Drop the pictures from the entries below, then reproduce the rest exactly.

━━━━━ Data in this exercise

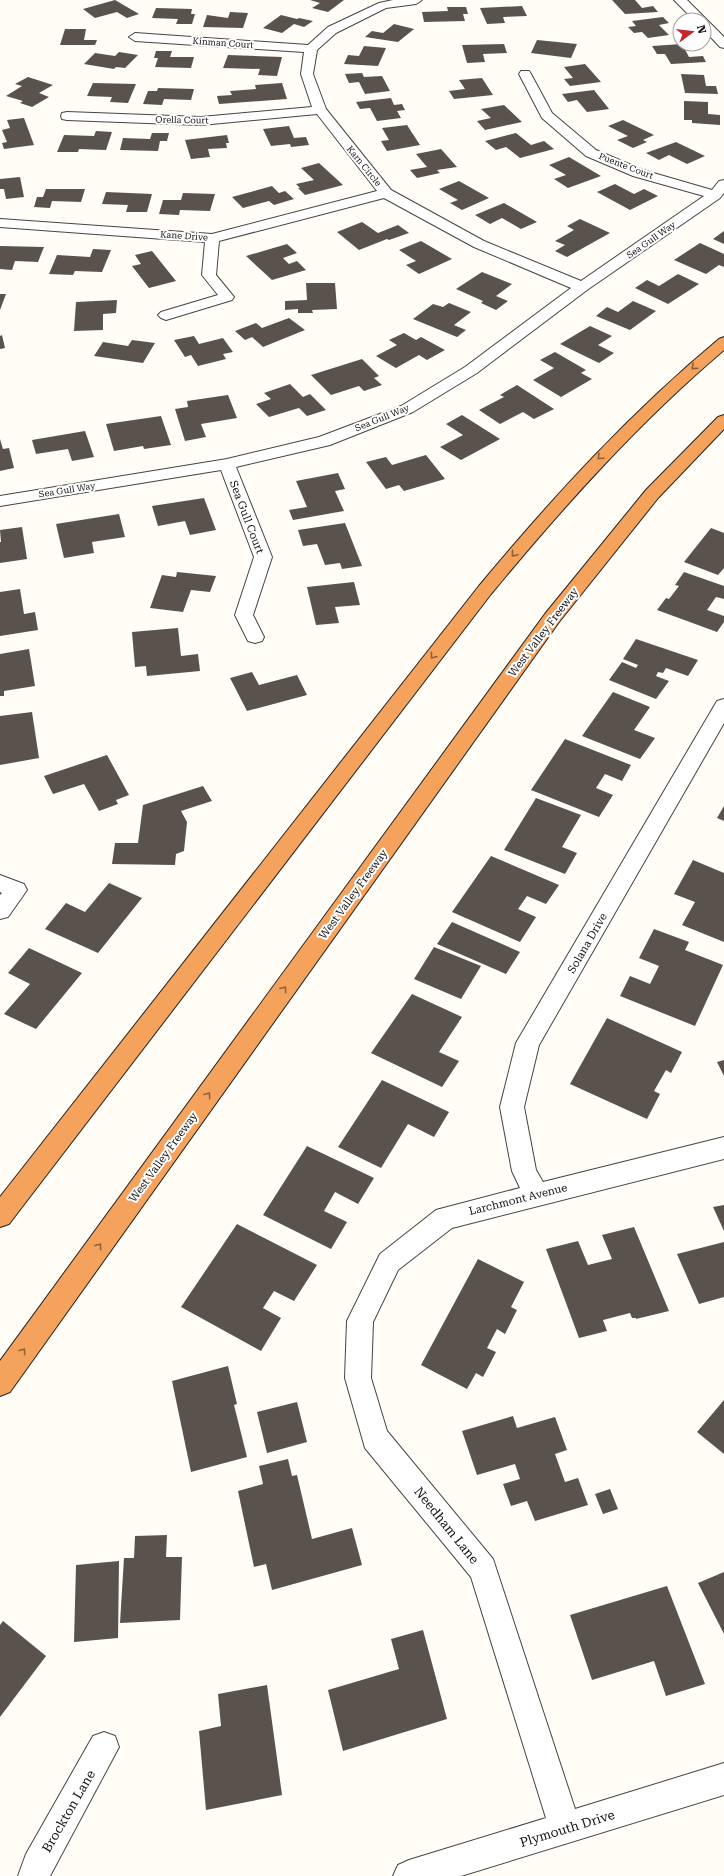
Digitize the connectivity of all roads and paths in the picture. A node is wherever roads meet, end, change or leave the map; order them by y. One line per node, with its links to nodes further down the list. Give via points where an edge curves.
1 (416, 0): 3 (street)
2 (680, 0): 4 (street)
3 (378, 3): 8 (street, via 332,30)
4 (693, 12)
5 (712, 31): 7 (street)
6 (135, 37): 8 (street, Kinman Court)
7 (724, 44)
8 (311, 49): 10 (street, Karn Circle, via 307,74)
9 (524, 74): 12 (street, Puente Court, via 547,115 591,153 638,173)
10 (320, 110): 11 (street, Orella Court, via 201,121); 13 (street, Karn Circle)
11 (67, 116)
12 (720, 190): 16 (street, Sea Gull Way)
13 (386, 194): 15 (street, Kane Drive); 16 (street, Karn Circle, via 479,244)
14 (0, 223): 15 (street, Kane Drive)
15 (212, 238): 17 (street, via 209,275 227,297)
16 (582, 287): 20 (street, Sea Gull Way, via 471,370 407,409 324,441)
17 (166, 315)
18 (724, 342): 28 (highway, one-way to 28, via 625,432 557,504 503,567)
19 (724, 420): 30 (highway, West Valley Freeway, one-way to 19, via 552,618 652,494)
20 (227, 464): 21 (street, Sea Gull Way); 22 (street, Sea Gull Court, via 263,557 244,615)
21 (0, 501)
22 (255, 637)
23 (724, 706): 27 (street, Solana Drive, via 528,1043 512,1107 524,1171)
24 (0, 882): 25 (street, via 16,890)
25 (0, 911)
26 (724, 1148): 27 (street, Larchmont Avenue)
27 (536, 1194): 29 (street, Larchmont Avenue, via 445,1218 389,1262)
28 (0, 1216)
29 (360, 1321): 33 (street, Needham Lane, via 358,1378 375,1438 483,1569)
30 (0, 1383)
31 (104, 1747): 34 (street, Brockton Lane, via 37,1865)
32 (724, 1779): 33 (street, Plymouth Drive)
33 (565, 1829): 35 (street, Plymouth Drive)
34 (34, 1876)
35 (409, 1876)

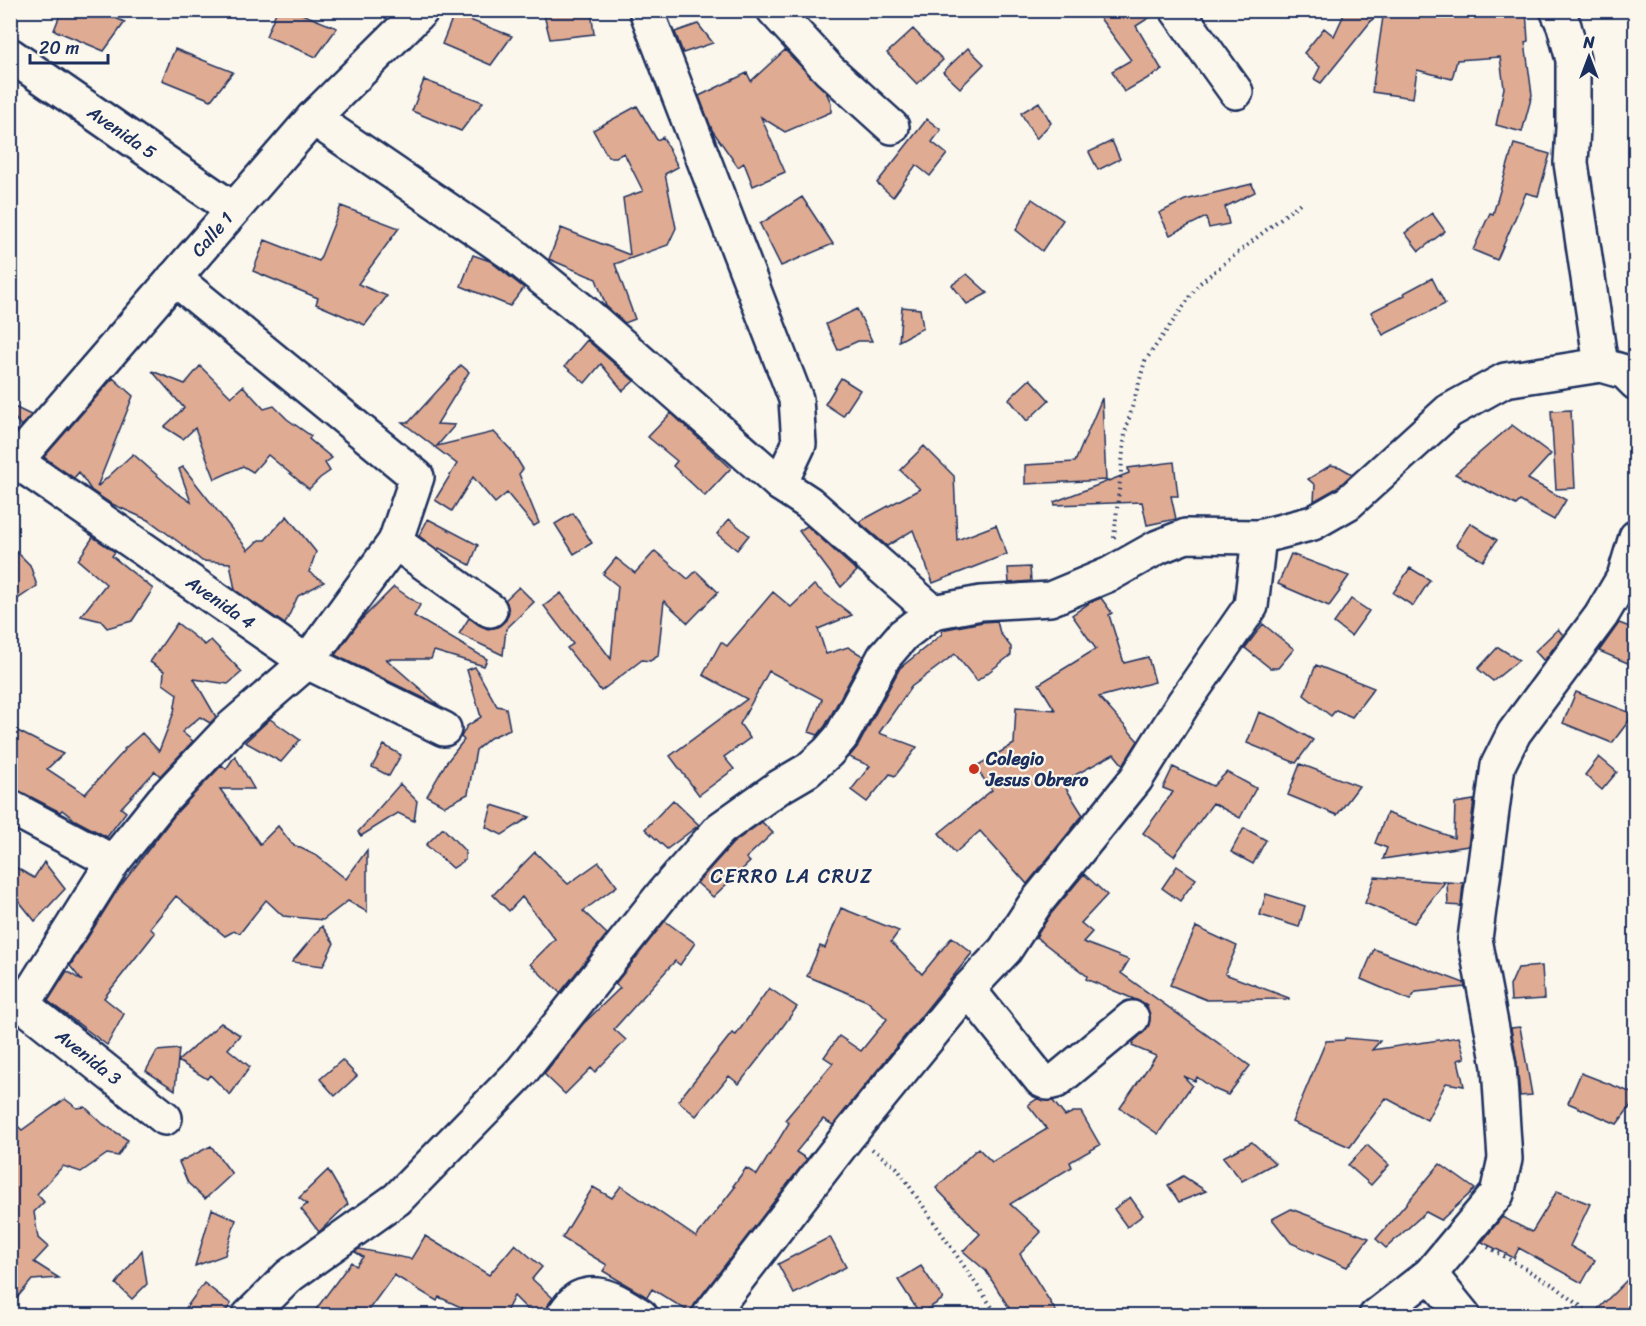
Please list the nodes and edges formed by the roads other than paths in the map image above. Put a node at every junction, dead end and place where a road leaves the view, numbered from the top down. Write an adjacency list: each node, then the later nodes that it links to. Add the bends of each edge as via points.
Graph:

━━━━━━━━━━

*Task result*.
Digitize the connectivity of all roads and paths in the picture. A node is wherever roads meet, end, change or leave the map; order them by y. One line per node, with its links to nodes further down the list. Give via points where an edge curves.
1 (416, 0): 3 (street)
2 (680, 0): 4 (street)
3 (378, 3): 8 (street, via 332,30)
4 (693, 12)
5 (712, 31): 7 (street)
6 (135, 37): 8 (street, Kinman Court)
7 (724, 44)
8 (311, 49): 10 (street, Karn Circle, via 307,74)
9 (524, 74): 12 (street, Puente Court, via 547,115 591,153 638,173)
10 (320, 110): 11 (street, Orella Court, via 201,121); 13 (street, Karn Circle)
11 (67, 116)
12 (720, 190): 16 (street, Sea Gull Way)
13 (386, 194): 15 (street, Kane Drive); 16 (street, Karn Circle, via 479,244)
14 (0, 223): 15 (street, Kane Drive)
15 (212, 238): 17 (street, via 209,275 227,297)
16 (582, 287): 20 (street, Sea Gull Way, via 471,370 407,409 324,441)
17 (166, 315)
18 (724, 342): 28 (highway, one-way to 28, via 625,432 557,504 503,567)
19 (724, 420): 30 (highway, West Valley Freeway, one-way to 19, via 552,618 652,494)
20 (227, 464): 21 (street, Sea Gull Way); 22 (street, Sea Gull Court, via 263,557 244,615)
21 (0, 501)
22 (255, 637)
23 (724, 706): 27 (street, Solana Drive, via 528,1043 512,1107 524,1171)
24 (0, 882): 25 (street, via 16,890)
25 (0, 911)
26 (724, 1148): 27 (street, Larchmont Avenue)
27 (536, 1194): 29 (street, Larchmont Avenue, via 445,1218 389,1262)
28 (0, 1216)
29 (360, 1321): 33 (street, Needham Lane, via 358,1378 375,1438 483,1569)
30 (0, 1383)
31 (104, 1747): 34 (street, Brockton Lane, via 37,1865)
32 (724, 1779): 33 (street, Plymouth Drive)
33 (565, 1829): 35 (street, Plymouth Drive)
34 (34, 1876)
35 (409, 1876)

Please list the nodes and edges formed by the roads other than paths in the map image above. Put a node at every junction, dead end and place where a road leaves the view, numbered from the top down. Write an adjacency list: each node, then the later nodes that it links to. Add the bends of each edge as via points.
Graph:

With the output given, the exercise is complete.